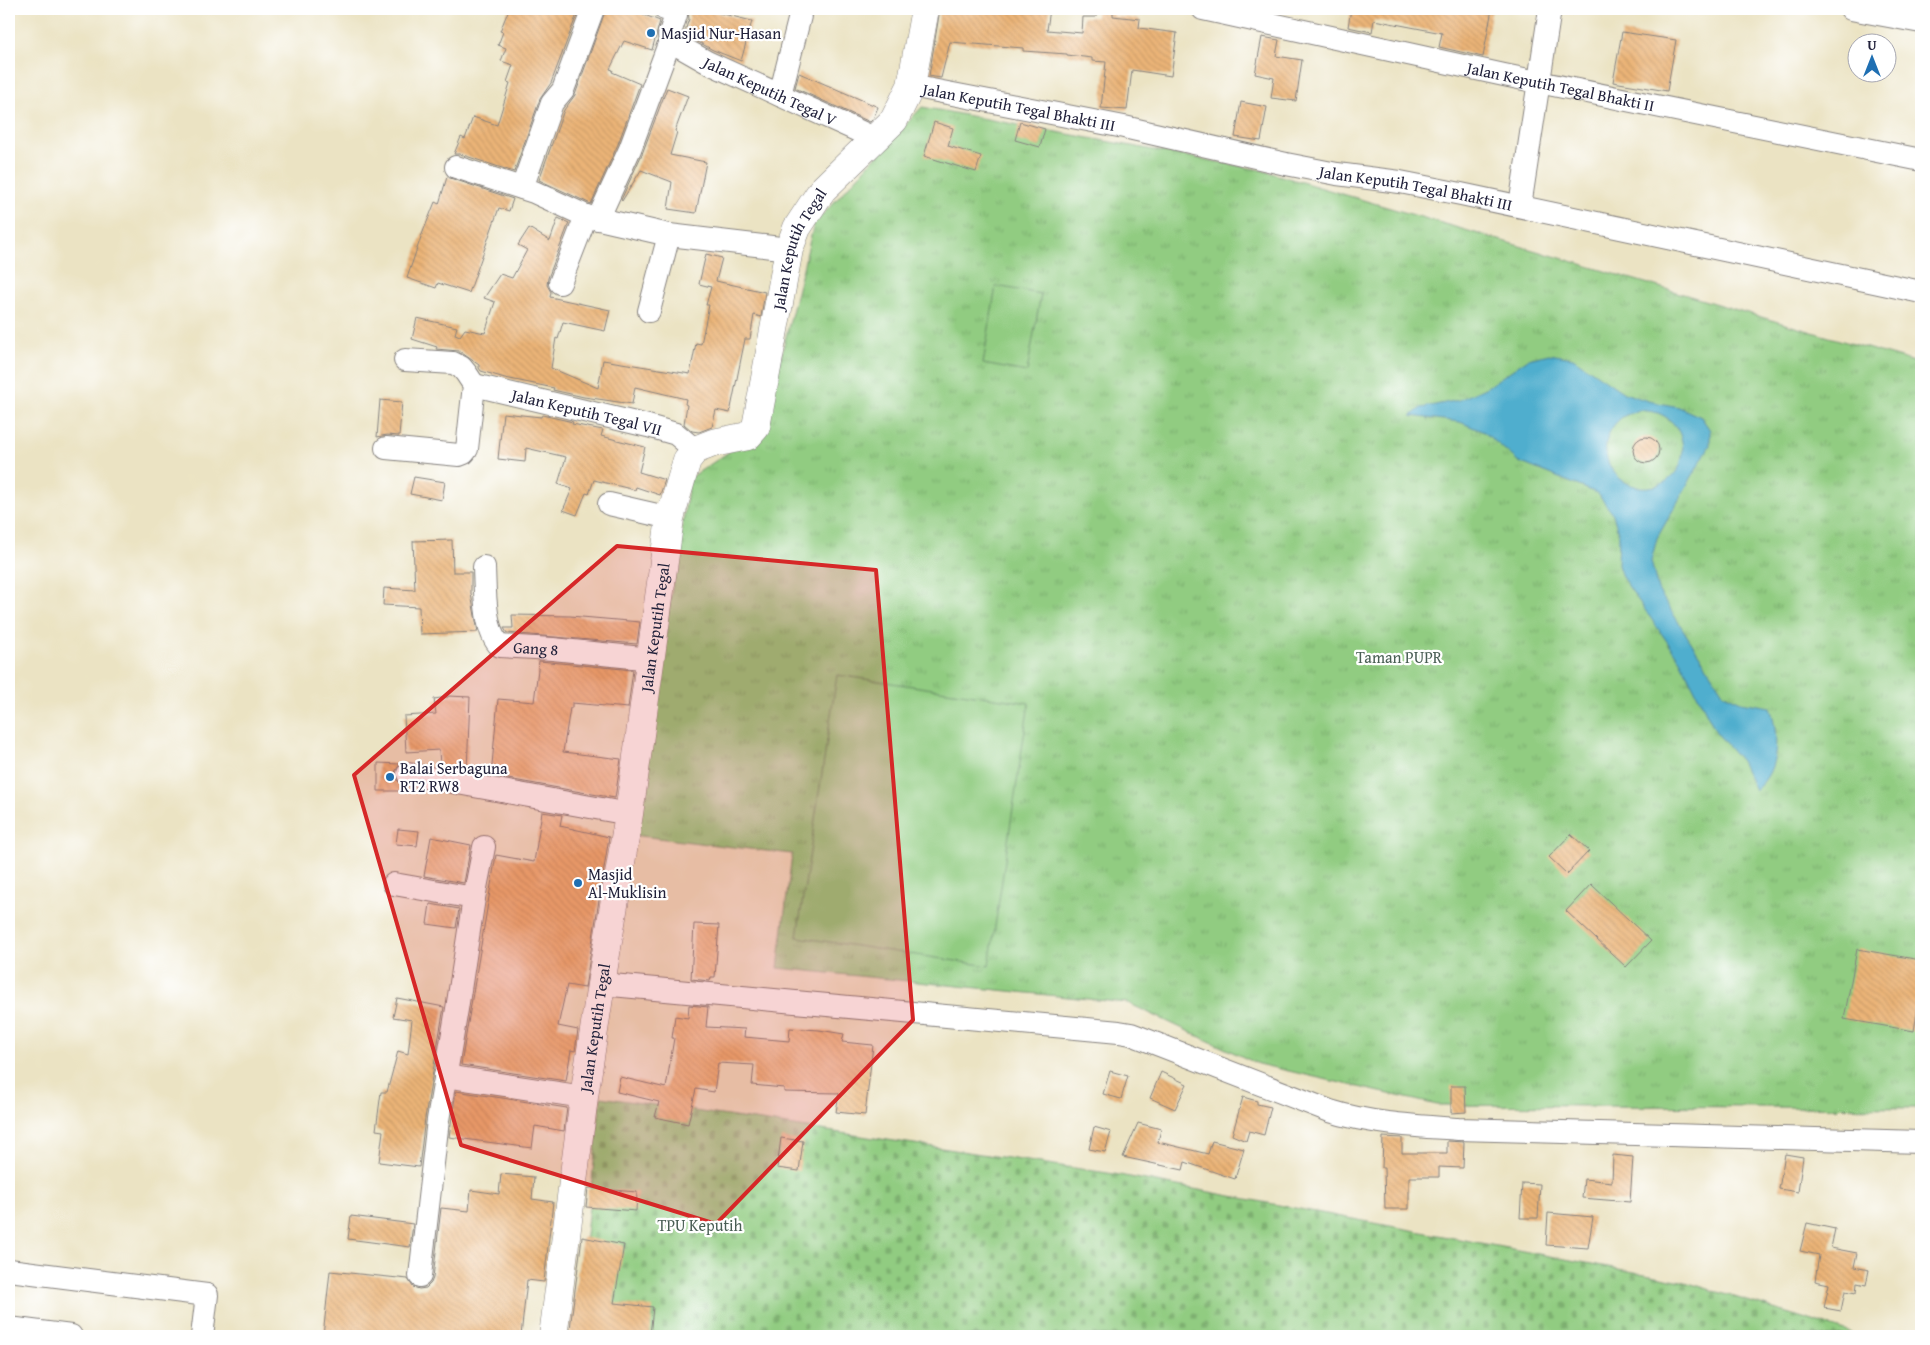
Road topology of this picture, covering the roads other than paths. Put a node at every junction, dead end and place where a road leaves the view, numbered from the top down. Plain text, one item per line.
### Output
1 (593, 9) edge
2 (665, 9) edge
3 (925, 9) edge
4 (1203, 9) edge
5 (1550, 9) edge
6 (1851, 9) edge
7 (800, 16) dead end
8 (1921, 22) edge
9 (670, 41) junction
10 (1539, 82) junction
11 (911, 86) junction
12 (780, 94) junction
13 (874, 138) junction
14 (1921, 160) edge
15 (456, 167) dead end
16 (522, 188) junction
17 (1520, 206) junction
18 (600, 219) junction
19 (668, 235) junction
20 (789, 249) junction
21 (560, 283) dead end
22 (1921, 292) edge
23 (649, 311) dead end
24 (405, 360) dead end
25 (474, 385) junction
26 (386, 448) dead end
27 (695, 450) junction
28 (609, 504) dead end
29 (670, 518) junction
30 (484, 567) dead end
31 (652, 659) junction
32 (408, 774) dead end
33 (629, 814) junction
34 (484, 847) dead end
35 (394, 884) dead end
36 (474, 898) junction
37 (600, 984) junction
38 (445, 1076) junction
39 (584, 1097) junction
40 (1921, 1142) edge
41 (9, 1270) edge
42 (420, 1276) dead end
43 (9, 1328) edge
44 (71, 1336) edge
45 (202, 1336) edge
46 (553, 1336) edge

1 - 16 street
2 - 9 street
3 - 11 main road, Jalan Keputih Tegal
4 - 10 street, Jalan Keputih Tegal Bhakti II
5 - 10 street
6 - 8 street
7 - 12 street
9 - 12 street, Jalan Keputih Tegal V
9 - 18 street
10 - 14 street, Jalan Keputih Tegal Bhakti II
10 - 17 street
11 - 13 main road, Jalan Keputih Tegal
11 - 17 street, Jalan Keputih Tegal Bhakti III
12 - 13 street, Jalan Keputih Tegal V
13 - 20 main road, Jalan Keputih Tegal
15 - 16 street
16 - 18 street
17 - 22 street, Jalan Keputih Tegal Bhakti III
18 - 19 street
18 - 21 street
19 - 20 street
19 - 23 street
20 - 27 main road, Jalan Keputih Tegal
24 - 25 street
25 - 26 street
25 - 27 street, Jalan Keputih Tegal VII
27 - 29 main road, Jalan Keputih Tegal
28 - 29 street
29 - 31 main road, Jalan Keputih Tegal
30 - 31 street, Gang 8
31 - 33 main road, Jalan Keputih Tegal
32 - 33 street
33 - 37 main road, Jalan Keputih Tegal
34 - 36 street
35 - 36 street
36 - 38 street
37 - 39 main road, Jalan Keputih Tegal
37 - 40 street
38 - 39 street
38 - 42 street
39 - 46 main road, Jalan Keputih Tegal
41 - 45 street
43 - 44 street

--------

» **PROBLEM DESCRIPTION**: For each line of the material that contains the word "Bhakti", make a copy.

» **WRITTEN ANSWER**:
4 - 10 street, Jalan Keputih Tegal Bhakti II
10 - 14 street, Jalan Keputih Tegal Bhakti II
11 - 17 street, Jalan Keputih Tegal Bhakti III
17 - 22 street, Jalan Keputih Tegal Bhakti III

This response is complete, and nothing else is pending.